In recent years, cigars have become associated with a more upscale lifestyle and in the process have quietly grown in popularity and sales.  According to The Nielsen Company, cigar sales in c-stores rose nearly nine percent in the 52 weeks ending December 27, 2008. 

Philip Morris USA is the nation’s largest tobacco company and accounts for half the nation’s retail cigarette sales, including the popular Marlboro brand.  Its parent company Altria also owns companies that market Black and Mild cigars and smokeless tobacco products including Skoal and Copenhagen.  It is rolling out Marlboro snus at retail to capture a bigger slice of the smokeless market.

Holy smokeless
While cigarettes still account for some 90 percent of tobacco sales, significantly higher taxes, changing consumer tastes, and societal pressure are prompting adult tobacco users to try alternatives.

Greg Mathe, spokesperson for Altria, predicts continued growth in OTP products, particularly snus, as consumers learn more and more about it.

“Certainly all of the alternative tobacco products are emerging and we would expect to see a flood ensue in the market over the next year or two, whether it’s tobacco sticks, strips, tablets, or things we haven’t imagined yet,” opines Sandman.  “The most emerging trend has been snus as all the major cigarette companies are now competing in this area.”

Reynolds American is developing what it calls its “modern smoke-free category” and is urging wholesalers and retailers to join the movement, says David Howard, director of communications.  Its Camel snus product is going national with the manufacturer supplying the refrigerated shelf unit for what it says is a fresher snus included in the contract. 

Dissolvable Camel sticks, strips and orbs are being test marketed in Columbus, OH, Indianapolis, and Portland, OR.  Unlike other OTP products, the dissolvables leave nothing to dispose, helping them to meet societal expectations, Howard notes.  They also offer good margins for wholesalers and retailers.

Working with distributors
“It’s important for our wholesale and retail partners to recognize that as adult consumer preferences are changing while they look forward to enjoying tobacco, these products provide alternatives,” Howard says.  Reynolds American is working closely with distributors to ensure they understand the importance of this category, that these products have a presence in the stores and that they are informing consumers of their availability.  They are a way for retailers to continue to realize profits from tobacco. 

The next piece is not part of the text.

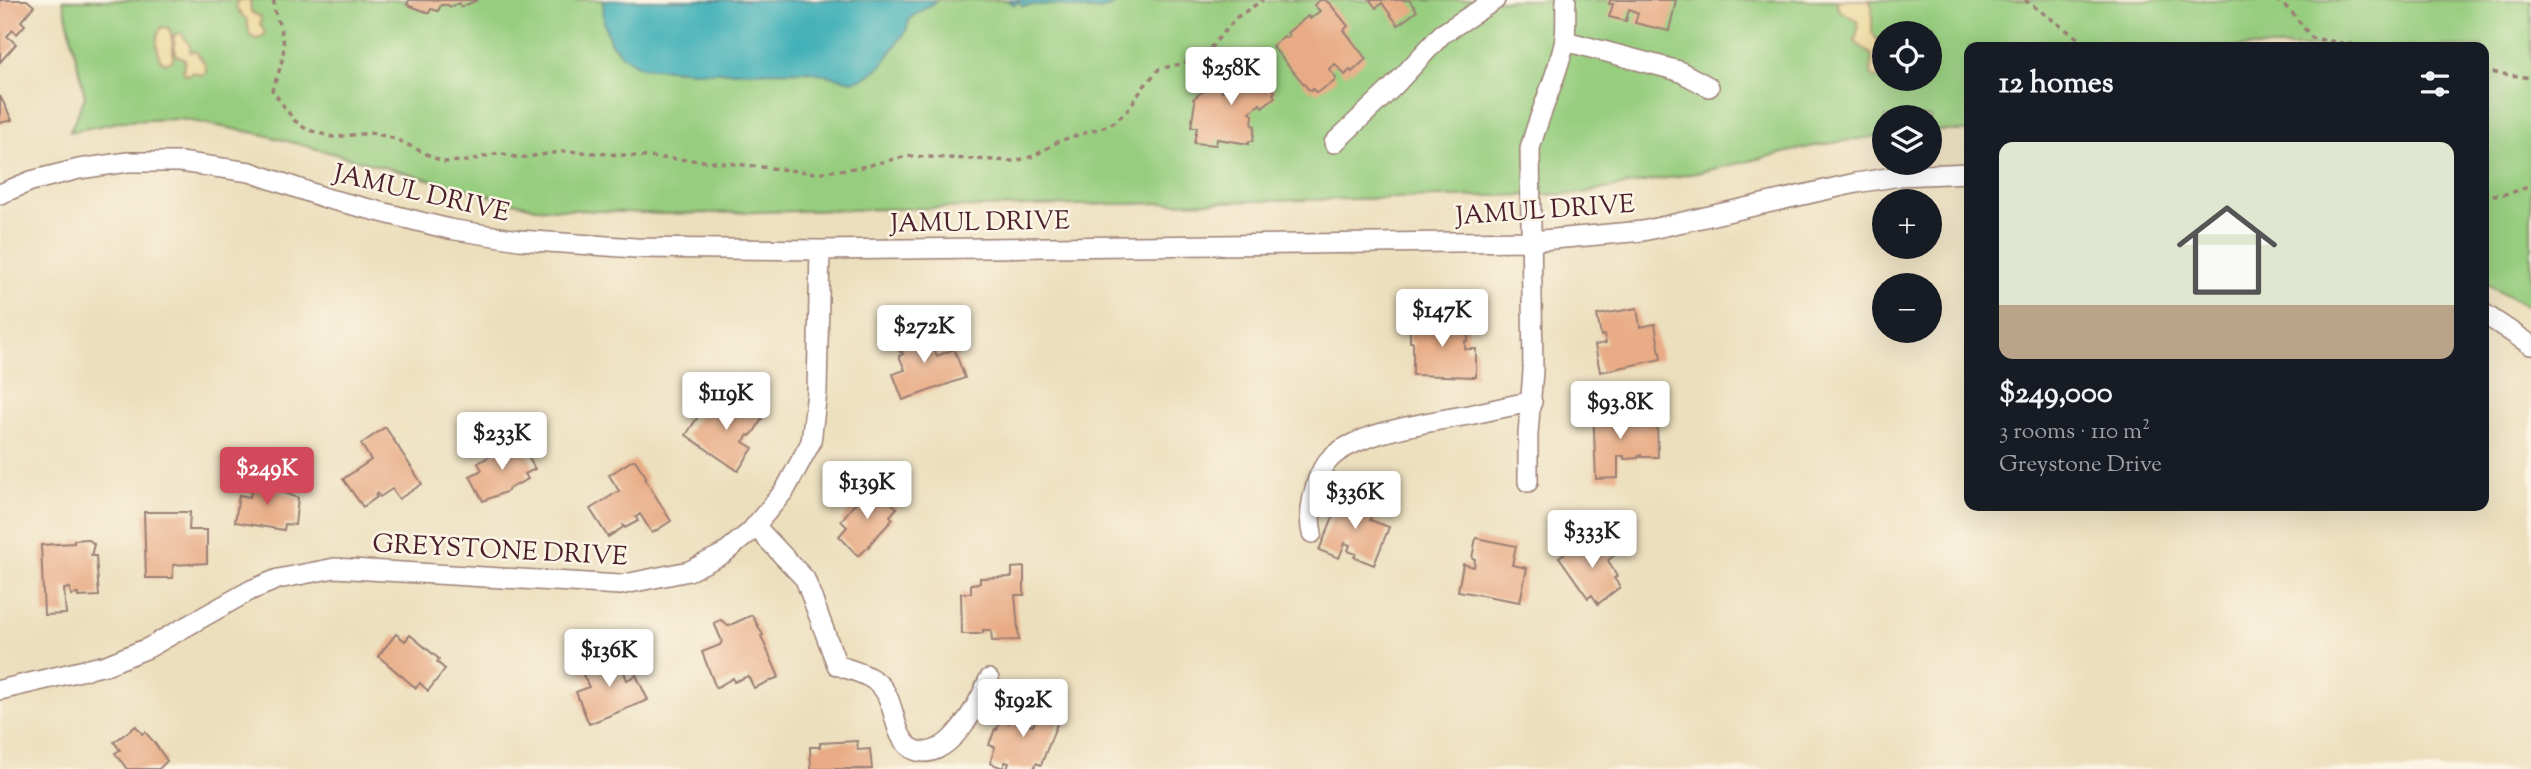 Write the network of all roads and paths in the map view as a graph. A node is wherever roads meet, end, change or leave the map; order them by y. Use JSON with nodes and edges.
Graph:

Nat Sherman’s business is based on its relationship with its distributors, says Sherman, adding,  “we try to see that everyone makes money in every part of distribution.”  For the specialty category, it’s important for the distributor to have a wide assortment of products so they become known for that and are seen as the place for one-stop shopping, he says. 

Some of the new ways of working with distributors are detrimental and bad for their distributor base in Sandman’s eyes, citing reductions in discount terms, freight surcharges, increased minimums for prepaid freight and even direct shipments to retailers bypassing distributors. 

“Sometimes the best new thing is leaving things the way they are when they work for everyone in the supply chain,” he says.

Reynolds American offers opportunities for their wholesale and retail partners through incentive programs with varying levels depending upon how closely they work together. 

“The smallest retailer has the same opportunities to participate in the incentive programs as the largest,” Howard says. 

While manufacturers have long had programs designed to encourage distributors to work to promote products, those programs have taken a hit in recent years as manufacturers feel the squeeze of a declining domestic market and increasing Master Settlement Agreement expenses. These challenges come at a time when the larger, publicly traded cigarette companies are also feeling continued pressure to continue to grow earnings per share for stockholders.

This has resulted in a squeeze on distributors.  Manufacturers have tightened payment terms, requiring payment in advance of shipment of the product to distributors.  And they have made the highest levels of their distributor programs much harder to hit.  This has occurred at the same time distributors are facing much higher expenses – including the cost of borrowing increasingly large sums due to skyrocketing taxes.

“Distributors are by definition the middle men,” notes AWMA President Scott Ramminger. They are paying in advance for the product and then generally extending credit terms to their retail customers.  They are already operating on razor thin margins, so the prospect of having to try to borrow even more money to pay a floor stocks tax and pay for more expensive tobacco products is extremely daunting,” he says.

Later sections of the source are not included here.